* [What you should do]: Among the records below, find the line that has "index mcp: (352, 380)"; from there, give the lines again exactly, and stop after the line that has "ring dip: (204, 161)".
[[ Entries provided, beginning ]]
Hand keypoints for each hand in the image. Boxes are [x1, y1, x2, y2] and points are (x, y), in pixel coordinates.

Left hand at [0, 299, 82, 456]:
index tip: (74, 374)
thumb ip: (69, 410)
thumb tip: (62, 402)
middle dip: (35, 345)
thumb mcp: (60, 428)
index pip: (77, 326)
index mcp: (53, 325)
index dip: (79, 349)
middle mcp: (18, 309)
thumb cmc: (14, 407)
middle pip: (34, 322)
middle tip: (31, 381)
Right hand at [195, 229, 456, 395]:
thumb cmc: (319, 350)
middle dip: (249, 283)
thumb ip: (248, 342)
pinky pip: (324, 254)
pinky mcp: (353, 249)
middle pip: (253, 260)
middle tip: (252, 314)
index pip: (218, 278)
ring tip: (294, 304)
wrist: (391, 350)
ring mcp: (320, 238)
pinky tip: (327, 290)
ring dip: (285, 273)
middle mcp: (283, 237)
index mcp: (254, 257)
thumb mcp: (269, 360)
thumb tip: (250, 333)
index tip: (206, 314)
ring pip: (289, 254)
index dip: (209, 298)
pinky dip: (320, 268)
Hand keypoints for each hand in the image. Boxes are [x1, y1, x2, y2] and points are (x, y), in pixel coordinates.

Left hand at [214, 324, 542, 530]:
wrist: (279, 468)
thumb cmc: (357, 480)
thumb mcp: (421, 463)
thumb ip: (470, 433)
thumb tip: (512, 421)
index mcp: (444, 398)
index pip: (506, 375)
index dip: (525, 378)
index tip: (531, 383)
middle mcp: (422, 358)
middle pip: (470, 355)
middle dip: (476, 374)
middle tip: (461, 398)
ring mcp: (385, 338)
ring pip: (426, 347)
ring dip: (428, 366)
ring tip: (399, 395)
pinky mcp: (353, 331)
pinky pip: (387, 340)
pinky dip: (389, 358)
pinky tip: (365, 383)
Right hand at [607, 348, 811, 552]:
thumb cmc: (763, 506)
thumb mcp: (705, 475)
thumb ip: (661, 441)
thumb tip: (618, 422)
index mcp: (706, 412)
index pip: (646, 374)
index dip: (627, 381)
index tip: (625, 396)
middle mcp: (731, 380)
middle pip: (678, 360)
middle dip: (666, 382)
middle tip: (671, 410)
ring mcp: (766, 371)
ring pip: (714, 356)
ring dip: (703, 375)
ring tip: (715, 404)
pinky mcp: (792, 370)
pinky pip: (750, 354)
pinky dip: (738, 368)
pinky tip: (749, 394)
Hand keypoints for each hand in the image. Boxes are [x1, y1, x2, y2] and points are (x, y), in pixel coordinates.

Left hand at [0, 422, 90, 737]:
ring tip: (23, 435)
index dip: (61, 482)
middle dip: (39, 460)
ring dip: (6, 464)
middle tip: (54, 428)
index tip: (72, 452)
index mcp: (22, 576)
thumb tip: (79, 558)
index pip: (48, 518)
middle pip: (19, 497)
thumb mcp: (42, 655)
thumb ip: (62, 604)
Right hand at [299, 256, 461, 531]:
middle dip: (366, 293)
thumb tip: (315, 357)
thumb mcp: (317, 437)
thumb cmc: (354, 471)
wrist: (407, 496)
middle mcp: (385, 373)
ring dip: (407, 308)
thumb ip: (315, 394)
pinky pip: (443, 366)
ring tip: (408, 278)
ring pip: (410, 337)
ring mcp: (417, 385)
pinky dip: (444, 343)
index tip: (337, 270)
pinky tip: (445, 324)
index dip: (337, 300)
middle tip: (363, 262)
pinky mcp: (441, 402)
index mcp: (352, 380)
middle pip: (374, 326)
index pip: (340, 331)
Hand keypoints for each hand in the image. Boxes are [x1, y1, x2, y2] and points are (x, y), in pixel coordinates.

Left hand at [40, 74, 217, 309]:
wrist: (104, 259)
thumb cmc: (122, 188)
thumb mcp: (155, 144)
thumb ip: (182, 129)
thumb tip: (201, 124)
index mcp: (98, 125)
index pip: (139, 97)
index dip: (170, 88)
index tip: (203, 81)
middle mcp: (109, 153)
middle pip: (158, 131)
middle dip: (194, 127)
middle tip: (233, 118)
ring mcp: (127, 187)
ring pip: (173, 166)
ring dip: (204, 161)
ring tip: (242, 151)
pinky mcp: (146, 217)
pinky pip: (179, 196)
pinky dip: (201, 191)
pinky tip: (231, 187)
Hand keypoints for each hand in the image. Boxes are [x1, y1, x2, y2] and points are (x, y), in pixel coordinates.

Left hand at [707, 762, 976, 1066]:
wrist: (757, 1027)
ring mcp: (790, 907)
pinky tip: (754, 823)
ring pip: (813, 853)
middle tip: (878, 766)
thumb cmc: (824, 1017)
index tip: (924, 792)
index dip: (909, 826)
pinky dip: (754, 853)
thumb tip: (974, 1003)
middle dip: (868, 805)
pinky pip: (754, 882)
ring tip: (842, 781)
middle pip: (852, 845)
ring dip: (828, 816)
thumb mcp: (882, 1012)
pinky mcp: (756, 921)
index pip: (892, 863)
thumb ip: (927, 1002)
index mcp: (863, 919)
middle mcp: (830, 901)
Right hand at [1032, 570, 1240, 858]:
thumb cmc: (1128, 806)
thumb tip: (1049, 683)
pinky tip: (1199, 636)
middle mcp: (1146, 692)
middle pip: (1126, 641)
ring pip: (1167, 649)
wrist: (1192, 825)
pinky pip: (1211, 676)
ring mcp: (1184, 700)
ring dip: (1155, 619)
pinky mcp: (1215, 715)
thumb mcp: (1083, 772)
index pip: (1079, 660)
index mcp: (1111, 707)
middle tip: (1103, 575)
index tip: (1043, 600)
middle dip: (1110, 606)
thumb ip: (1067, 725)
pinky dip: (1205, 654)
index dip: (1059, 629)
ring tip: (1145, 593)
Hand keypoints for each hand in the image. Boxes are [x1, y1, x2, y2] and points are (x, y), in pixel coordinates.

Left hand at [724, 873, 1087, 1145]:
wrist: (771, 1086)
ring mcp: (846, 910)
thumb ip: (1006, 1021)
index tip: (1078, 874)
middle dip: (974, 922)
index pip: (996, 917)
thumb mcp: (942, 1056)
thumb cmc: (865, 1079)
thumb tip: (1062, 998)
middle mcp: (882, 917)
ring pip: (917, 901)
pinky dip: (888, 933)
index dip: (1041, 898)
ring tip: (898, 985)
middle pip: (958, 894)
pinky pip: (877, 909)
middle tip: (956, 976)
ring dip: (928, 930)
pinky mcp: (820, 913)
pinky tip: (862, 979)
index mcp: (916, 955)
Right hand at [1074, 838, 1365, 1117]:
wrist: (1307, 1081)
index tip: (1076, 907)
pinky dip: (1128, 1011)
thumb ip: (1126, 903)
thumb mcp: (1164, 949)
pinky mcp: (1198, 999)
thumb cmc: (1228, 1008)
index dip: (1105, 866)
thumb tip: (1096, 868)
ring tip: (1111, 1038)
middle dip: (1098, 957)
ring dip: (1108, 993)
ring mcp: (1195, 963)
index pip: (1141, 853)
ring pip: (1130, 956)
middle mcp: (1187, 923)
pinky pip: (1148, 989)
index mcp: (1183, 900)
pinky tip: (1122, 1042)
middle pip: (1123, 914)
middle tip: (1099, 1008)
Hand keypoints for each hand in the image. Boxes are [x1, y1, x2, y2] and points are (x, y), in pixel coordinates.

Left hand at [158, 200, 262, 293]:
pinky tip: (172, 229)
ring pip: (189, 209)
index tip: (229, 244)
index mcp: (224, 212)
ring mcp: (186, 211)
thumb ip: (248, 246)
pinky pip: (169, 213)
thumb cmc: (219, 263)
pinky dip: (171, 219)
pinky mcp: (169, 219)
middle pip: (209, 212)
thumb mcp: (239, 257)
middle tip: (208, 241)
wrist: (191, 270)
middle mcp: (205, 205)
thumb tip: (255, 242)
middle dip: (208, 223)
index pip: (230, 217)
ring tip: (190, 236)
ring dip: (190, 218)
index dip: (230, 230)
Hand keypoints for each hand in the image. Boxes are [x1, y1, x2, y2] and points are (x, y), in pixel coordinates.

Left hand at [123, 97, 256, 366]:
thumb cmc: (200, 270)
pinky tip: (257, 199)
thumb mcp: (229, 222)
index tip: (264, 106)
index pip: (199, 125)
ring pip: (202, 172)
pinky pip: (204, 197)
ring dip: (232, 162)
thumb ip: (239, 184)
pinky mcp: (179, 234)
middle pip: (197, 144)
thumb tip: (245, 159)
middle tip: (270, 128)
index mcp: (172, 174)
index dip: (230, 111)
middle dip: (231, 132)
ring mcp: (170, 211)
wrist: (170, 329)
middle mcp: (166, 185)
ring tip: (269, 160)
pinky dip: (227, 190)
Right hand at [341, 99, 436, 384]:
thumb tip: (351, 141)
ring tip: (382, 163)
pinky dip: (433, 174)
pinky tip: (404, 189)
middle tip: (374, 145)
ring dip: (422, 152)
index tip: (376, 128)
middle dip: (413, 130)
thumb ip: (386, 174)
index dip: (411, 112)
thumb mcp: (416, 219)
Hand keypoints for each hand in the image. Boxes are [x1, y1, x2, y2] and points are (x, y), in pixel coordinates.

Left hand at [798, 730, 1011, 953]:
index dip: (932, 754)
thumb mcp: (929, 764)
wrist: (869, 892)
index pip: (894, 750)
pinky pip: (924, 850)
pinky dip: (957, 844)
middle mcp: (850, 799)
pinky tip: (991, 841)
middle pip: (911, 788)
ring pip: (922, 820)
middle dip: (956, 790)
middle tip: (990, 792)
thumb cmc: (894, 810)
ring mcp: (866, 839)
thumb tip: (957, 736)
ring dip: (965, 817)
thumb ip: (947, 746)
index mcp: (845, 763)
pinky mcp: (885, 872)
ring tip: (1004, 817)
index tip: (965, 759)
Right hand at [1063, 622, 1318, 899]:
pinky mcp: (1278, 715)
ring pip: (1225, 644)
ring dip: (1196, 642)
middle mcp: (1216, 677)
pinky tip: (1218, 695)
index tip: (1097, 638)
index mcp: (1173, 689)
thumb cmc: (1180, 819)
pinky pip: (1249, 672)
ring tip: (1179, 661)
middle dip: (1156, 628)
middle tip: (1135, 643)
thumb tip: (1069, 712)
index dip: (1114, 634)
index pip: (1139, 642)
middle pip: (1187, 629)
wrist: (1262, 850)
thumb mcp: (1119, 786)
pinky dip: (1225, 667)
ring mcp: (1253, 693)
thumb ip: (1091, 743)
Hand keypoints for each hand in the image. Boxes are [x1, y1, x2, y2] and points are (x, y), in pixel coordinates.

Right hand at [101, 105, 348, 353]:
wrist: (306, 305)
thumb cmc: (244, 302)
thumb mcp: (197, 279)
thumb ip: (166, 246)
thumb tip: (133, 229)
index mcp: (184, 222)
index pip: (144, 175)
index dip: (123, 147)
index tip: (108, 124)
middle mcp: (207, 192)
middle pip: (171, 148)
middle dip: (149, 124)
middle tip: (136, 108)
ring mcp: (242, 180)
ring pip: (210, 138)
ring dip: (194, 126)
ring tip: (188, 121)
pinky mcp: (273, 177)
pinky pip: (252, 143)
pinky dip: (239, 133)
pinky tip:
[[ Entries provided, end ]]
* [Problem solution]:
index mcp: (352, 380)
middle pip: (374, 326)
index pip: (340, 331)
Hand keypoints for each hand in the image. Boxes are [x1, y1, x2, y2] and points are (x, y), in pixel coordinates.

Left hand at [40, 74, 217, 309]:
wrist: (104, 259)
thumb cmc: (122, 188)
thumb mcp: (155, 144)
thumb ip: (182, 129)
thumb tip: (201, 124)
index mcp: (98, 125)
index pip: (139, 97)
index dip: (170, 88)
index tip: (203, 81)
middle mcp: (109, 153)
middle pip: (158, 131)
middle dip: (194, 127)
middle tip: (233, 118)
ring mcp: (127, 187)
ring pip: (173, 166)
ring dip: (204, 161)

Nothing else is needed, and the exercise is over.